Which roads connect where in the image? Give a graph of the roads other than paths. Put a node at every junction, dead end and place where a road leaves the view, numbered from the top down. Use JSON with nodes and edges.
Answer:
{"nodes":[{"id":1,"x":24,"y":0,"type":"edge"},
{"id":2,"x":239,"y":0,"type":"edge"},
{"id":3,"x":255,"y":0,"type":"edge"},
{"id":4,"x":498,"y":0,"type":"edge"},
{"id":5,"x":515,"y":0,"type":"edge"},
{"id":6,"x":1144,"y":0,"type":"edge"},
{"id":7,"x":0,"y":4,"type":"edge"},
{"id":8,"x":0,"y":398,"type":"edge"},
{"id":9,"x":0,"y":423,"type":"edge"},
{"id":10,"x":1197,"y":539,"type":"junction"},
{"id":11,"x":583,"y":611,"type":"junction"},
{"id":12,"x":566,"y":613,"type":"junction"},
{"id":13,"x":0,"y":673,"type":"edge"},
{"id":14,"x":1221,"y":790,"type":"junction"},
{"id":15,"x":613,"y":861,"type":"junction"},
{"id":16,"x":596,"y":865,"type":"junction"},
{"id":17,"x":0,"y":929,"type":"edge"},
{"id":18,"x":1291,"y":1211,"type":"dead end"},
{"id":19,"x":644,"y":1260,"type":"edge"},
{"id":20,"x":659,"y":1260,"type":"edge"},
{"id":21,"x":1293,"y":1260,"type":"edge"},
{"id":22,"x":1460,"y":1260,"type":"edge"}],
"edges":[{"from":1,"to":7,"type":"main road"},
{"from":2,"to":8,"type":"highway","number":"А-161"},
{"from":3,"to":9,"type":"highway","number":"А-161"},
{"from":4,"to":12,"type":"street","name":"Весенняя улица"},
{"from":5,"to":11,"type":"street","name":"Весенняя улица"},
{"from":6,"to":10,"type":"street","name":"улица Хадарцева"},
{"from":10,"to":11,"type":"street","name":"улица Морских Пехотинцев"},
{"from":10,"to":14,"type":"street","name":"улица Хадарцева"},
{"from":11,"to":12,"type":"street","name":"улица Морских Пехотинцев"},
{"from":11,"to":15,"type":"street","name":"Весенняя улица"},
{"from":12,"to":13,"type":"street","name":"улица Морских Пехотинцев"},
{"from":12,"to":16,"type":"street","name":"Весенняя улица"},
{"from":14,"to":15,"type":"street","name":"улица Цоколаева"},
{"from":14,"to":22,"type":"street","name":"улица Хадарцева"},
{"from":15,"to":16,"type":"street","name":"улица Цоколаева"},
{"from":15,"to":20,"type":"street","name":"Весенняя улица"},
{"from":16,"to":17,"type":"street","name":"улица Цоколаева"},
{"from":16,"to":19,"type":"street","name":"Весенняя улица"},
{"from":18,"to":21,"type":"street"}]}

* * *

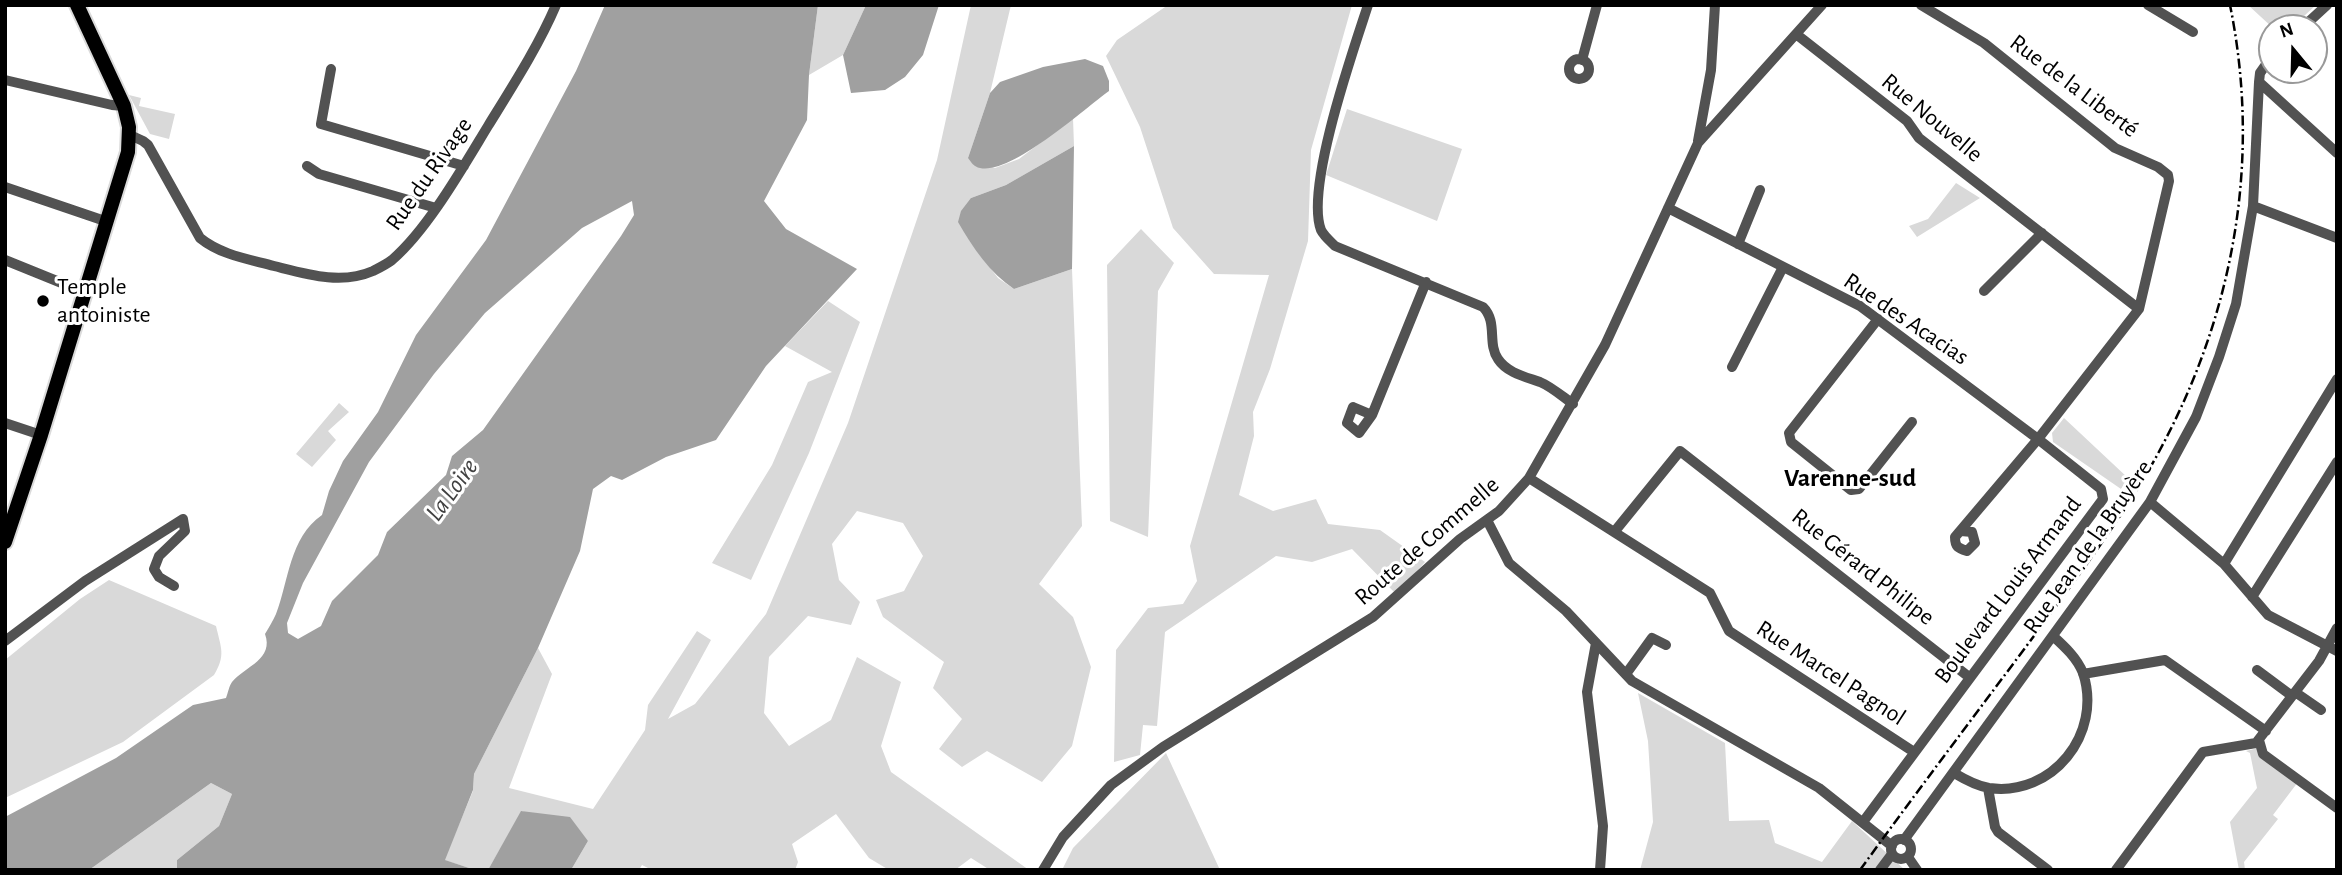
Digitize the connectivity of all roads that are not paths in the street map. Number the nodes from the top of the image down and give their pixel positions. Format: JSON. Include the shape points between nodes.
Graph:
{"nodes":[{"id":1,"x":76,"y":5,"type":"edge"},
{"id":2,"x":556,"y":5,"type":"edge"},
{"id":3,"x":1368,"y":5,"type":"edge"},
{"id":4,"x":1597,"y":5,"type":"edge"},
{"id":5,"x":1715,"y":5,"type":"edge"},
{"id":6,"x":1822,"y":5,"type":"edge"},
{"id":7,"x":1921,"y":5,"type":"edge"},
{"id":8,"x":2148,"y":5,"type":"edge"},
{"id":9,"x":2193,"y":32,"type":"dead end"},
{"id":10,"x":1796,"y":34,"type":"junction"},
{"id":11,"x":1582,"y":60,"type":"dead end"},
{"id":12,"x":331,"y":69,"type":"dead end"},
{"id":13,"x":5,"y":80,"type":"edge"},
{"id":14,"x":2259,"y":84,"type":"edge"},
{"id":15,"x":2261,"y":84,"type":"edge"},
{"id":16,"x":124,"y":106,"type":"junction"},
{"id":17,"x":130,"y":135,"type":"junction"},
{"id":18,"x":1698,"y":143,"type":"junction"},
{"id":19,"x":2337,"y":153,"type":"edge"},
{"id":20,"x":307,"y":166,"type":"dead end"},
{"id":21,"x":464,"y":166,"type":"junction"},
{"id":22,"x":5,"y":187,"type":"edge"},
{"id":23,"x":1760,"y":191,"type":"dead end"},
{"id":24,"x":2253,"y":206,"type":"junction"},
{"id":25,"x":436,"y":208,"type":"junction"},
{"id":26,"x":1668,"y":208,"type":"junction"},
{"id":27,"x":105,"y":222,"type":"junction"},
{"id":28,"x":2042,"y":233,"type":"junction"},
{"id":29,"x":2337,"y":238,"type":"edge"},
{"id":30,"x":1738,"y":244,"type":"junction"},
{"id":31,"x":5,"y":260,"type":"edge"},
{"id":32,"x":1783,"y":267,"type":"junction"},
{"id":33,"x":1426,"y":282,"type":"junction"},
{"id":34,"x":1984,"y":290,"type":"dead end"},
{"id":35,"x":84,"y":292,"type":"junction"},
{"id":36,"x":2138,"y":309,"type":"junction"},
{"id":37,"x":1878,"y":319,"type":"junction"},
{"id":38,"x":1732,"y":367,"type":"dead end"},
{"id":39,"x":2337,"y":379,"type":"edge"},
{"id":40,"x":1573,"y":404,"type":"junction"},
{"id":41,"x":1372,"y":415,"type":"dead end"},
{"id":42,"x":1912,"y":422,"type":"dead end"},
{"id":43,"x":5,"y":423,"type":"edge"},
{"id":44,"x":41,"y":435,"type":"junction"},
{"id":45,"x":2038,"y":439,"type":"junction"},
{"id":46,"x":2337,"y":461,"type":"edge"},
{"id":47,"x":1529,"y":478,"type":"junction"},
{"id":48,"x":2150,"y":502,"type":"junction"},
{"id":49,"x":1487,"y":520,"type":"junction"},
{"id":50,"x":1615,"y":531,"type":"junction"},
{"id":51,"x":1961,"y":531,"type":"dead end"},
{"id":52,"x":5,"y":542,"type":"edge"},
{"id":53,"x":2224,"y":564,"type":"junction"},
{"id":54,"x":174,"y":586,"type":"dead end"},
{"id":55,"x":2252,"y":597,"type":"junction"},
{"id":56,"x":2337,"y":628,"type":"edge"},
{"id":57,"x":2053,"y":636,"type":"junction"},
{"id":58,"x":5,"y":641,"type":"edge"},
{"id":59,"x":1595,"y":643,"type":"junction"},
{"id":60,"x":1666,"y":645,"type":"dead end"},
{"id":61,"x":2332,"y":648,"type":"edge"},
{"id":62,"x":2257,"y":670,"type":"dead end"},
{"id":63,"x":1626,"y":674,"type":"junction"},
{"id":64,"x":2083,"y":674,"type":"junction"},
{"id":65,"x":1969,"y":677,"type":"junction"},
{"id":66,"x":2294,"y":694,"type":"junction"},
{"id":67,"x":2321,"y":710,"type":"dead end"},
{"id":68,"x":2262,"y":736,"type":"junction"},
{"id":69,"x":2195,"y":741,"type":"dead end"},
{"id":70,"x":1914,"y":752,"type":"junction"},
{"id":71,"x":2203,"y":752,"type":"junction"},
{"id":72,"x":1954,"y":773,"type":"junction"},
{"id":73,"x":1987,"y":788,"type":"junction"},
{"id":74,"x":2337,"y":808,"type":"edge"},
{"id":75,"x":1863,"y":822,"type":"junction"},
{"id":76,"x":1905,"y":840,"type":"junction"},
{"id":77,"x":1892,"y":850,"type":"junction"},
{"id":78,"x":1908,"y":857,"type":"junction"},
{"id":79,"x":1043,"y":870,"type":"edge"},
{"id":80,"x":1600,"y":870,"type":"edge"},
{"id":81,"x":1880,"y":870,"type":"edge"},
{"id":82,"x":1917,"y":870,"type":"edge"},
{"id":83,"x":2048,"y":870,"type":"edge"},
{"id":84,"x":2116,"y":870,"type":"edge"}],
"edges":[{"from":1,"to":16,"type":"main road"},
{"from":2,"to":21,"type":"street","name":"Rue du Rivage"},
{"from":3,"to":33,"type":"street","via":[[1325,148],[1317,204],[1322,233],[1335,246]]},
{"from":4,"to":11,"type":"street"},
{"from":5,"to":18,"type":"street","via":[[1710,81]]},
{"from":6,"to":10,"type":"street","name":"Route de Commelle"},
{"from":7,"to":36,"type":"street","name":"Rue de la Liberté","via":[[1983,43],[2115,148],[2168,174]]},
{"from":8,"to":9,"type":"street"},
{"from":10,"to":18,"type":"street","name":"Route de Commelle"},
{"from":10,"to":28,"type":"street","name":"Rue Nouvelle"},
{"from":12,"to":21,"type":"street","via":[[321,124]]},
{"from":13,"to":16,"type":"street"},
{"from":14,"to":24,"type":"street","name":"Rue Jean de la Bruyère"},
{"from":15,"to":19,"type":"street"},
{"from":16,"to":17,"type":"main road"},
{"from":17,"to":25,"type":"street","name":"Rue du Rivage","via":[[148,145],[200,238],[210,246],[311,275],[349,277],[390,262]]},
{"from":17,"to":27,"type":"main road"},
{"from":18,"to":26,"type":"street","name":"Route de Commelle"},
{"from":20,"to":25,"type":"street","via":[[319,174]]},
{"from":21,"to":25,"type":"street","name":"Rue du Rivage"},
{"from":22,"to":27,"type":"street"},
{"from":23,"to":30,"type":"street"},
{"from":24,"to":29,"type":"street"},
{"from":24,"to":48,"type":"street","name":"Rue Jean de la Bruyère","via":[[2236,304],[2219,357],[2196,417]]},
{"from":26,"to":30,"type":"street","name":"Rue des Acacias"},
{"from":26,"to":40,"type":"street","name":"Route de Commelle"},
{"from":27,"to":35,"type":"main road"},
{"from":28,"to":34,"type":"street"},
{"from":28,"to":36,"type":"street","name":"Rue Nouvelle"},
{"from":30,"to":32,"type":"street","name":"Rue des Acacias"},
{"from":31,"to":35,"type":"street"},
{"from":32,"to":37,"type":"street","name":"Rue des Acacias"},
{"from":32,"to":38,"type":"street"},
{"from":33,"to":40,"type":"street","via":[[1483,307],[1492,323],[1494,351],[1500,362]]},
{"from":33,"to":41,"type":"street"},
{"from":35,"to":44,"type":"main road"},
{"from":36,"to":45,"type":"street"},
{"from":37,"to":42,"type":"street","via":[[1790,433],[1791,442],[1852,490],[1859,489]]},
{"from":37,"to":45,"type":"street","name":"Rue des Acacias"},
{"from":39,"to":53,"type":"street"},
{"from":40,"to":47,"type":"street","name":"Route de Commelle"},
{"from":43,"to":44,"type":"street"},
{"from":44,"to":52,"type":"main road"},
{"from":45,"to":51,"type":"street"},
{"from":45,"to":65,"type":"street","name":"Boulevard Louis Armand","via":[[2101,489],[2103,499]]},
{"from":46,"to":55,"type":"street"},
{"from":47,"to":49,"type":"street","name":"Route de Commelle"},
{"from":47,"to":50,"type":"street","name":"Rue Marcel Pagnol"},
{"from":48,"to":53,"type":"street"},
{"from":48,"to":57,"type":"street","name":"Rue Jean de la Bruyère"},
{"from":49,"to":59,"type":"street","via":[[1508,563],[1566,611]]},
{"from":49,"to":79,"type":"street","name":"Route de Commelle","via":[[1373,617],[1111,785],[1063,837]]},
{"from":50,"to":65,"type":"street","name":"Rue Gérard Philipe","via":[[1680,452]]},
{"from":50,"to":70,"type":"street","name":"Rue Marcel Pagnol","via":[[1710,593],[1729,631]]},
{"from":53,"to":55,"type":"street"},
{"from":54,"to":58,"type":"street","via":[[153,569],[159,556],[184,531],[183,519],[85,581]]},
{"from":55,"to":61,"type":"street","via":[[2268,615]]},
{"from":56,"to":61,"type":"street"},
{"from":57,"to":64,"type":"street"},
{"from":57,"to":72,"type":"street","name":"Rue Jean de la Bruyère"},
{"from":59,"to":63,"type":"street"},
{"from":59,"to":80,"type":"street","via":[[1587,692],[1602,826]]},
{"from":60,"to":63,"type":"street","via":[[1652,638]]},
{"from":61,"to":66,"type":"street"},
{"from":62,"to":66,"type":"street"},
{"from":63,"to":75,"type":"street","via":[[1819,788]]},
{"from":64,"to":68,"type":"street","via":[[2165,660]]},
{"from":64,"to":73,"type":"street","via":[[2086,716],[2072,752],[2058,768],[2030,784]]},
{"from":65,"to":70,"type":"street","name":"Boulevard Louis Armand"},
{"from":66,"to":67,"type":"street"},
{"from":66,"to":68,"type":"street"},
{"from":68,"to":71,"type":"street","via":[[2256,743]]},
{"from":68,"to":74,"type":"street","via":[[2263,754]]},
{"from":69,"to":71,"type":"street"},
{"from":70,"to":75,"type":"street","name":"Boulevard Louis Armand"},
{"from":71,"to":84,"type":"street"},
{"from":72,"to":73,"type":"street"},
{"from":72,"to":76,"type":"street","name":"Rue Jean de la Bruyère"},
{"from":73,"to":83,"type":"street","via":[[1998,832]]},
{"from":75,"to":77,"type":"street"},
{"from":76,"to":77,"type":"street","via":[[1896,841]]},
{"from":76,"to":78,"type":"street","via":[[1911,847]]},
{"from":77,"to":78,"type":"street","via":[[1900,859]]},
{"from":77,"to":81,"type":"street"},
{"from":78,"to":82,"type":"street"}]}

# DIRECTIONS FOR THIS TASK
Look over the listing and say how many lines hold the string "Acacias". Nothing but the number is needed.

# ANSWER TO THIS EXERCISE
4